10. Log in to Nictool:
- You should only need to visit the Nictool home page and be presented with a login box by Apache.
- If all goes well, you should be able to log in using your AD account to Nictool.


NOTES:
Check the logs (both Apache and AD Event Viewer logs) for clues if something isn't working.
I think anyone with a decent level of Linux/Apache and AD should be able to configure and troubleshoot this.
If you are really stuck try to post back to this thread and I will see if I can help.

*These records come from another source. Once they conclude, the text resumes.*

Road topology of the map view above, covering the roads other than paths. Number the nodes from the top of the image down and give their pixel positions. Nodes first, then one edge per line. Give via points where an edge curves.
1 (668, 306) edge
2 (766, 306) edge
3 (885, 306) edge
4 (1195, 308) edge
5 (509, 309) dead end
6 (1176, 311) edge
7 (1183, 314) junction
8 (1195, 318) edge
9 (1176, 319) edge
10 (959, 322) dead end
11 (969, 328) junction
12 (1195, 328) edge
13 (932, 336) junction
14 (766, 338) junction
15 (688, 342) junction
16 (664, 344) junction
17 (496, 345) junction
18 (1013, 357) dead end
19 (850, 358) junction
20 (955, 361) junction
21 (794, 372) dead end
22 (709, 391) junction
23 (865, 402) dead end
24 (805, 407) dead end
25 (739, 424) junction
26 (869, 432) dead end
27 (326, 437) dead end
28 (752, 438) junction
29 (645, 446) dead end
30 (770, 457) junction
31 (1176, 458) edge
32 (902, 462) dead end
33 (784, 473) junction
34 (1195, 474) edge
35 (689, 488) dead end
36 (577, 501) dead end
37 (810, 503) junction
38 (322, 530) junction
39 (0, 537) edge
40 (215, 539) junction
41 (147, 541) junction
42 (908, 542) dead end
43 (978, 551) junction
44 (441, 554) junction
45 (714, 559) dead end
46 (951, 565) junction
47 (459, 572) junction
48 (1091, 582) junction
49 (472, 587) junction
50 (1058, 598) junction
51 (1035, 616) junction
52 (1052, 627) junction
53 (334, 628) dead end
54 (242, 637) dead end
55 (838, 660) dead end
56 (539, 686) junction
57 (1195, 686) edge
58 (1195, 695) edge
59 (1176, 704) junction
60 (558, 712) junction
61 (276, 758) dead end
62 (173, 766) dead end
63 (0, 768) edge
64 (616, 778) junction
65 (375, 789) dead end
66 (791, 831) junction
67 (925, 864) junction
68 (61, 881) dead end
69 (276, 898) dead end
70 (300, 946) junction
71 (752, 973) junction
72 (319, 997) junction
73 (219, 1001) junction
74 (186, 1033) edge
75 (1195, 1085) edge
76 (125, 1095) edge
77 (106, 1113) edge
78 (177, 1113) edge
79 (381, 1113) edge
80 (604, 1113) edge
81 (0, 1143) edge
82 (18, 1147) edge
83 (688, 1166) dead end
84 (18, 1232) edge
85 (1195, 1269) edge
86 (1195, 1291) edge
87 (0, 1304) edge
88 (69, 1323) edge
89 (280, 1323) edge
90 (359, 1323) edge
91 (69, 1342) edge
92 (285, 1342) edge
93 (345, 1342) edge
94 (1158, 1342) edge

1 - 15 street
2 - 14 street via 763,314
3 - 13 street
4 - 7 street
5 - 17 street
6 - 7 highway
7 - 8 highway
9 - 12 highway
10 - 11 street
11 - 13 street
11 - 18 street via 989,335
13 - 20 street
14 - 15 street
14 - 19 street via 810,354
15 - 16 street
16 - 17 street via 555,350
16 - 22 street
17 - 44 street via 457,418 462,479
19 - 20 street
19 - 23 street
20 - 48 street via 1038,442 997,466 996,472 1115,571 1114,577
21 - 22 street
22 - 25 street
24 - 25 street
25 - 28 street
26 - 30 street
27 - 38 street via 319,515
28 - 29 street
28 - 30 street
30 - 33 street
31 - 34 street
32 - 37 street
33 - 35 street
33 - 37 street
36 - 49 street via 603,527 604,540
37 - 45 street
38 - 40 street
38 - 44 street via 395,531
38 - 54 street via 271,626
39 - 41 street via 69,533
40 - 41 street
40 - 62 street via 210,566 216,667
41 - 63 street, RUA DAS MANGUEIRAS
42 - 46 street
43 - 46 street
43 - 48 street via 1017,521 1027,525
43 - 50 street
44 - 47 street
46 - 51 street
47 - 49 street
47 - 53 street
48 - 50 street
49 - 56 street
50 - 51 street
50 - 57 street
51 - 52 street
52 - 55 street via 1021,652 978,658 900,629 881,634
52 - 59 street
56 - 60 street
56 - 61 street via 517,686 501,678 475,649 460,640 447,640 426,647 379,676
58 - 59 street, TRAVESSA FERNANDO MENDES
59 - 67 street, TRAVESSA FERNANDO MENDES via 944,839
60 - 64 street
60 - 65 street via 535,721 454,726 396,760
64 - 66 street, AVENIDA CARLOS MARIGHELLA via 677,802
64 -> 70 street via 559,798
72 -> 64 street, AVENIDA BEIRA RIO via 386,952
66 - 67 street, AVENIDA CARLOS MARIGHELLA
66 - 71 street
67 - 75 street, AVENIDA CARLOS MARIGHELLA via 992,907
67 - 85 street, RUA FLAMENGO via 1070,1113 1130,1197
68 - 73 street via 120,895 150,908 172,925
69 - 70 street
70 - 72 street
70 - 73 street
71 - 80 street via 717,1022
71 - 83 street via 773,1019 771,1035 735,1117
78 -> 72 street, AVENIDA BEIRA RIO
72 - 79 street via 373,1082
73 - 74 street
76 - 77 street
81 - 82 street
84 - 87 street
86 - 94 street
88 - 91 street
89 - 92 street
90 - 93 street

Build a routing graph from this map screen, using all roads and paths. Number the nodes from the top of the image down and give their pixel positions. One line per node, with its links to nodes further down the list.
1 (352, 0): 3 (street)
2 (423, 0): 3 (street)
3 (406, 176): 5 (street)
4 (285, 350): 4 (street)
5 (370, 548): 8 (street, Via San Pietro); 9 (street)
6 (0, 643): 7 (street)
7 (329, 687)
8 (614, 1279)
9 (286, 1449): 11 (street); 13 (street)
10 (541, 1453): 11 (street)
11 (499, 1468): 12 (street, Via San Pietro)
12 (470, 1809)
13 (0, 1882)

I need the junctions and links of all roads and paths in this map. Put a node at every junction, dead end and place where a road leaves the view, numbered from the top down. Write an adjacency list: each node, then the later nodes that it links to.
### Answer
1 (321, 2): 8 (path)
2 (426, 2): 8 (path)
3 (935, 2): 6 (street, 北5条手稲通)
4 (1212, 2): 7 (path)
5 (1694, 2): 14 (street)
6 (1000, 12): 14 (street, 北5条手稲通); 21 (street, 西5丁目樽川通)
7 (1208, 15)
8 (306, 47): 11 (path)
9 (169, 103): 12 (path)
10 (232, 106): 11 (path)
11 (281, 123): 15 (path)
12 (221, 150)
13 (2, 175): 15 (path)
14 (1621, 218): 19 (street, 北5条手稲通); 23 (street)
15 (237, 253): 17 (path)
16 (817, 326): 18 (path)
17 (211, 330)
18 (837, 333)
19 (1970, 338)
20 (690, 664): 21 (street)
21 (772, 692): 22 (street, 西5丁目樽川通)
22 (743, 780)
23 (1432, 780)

If you notice some mistakes here, please let me know so I can update this and other people don't have to suffer too..

THANKS:
Go to Adrian Goins over at Arces.net, without whom this would not be working. Thanks again!

chaitanya.veerla

Hi Sir,

I have followed same procedure as u mentioned in the doc. But I am not succeed.

My version of nictool is NicTool v2.18.


I am getting 500 error on the screen. Could you please suggest me.

Thanks & Regards,
Chaitanya

Rich.West

I recently had to tackle the same issue, and the link to "newindex.cgi" in the original posting just didn't work for the release I'm on (v2.20).  Although, it did provide a good starting point as I took the code and inserted it in to the proper places on the new version.

It's not great.. or clean.  Probably the best way to do this would be to use native LDAP modules rather than have Apache handle the LDAP authentication which gets passed to NicTool, but this should get people started down the LDAP authentication route in a pinch.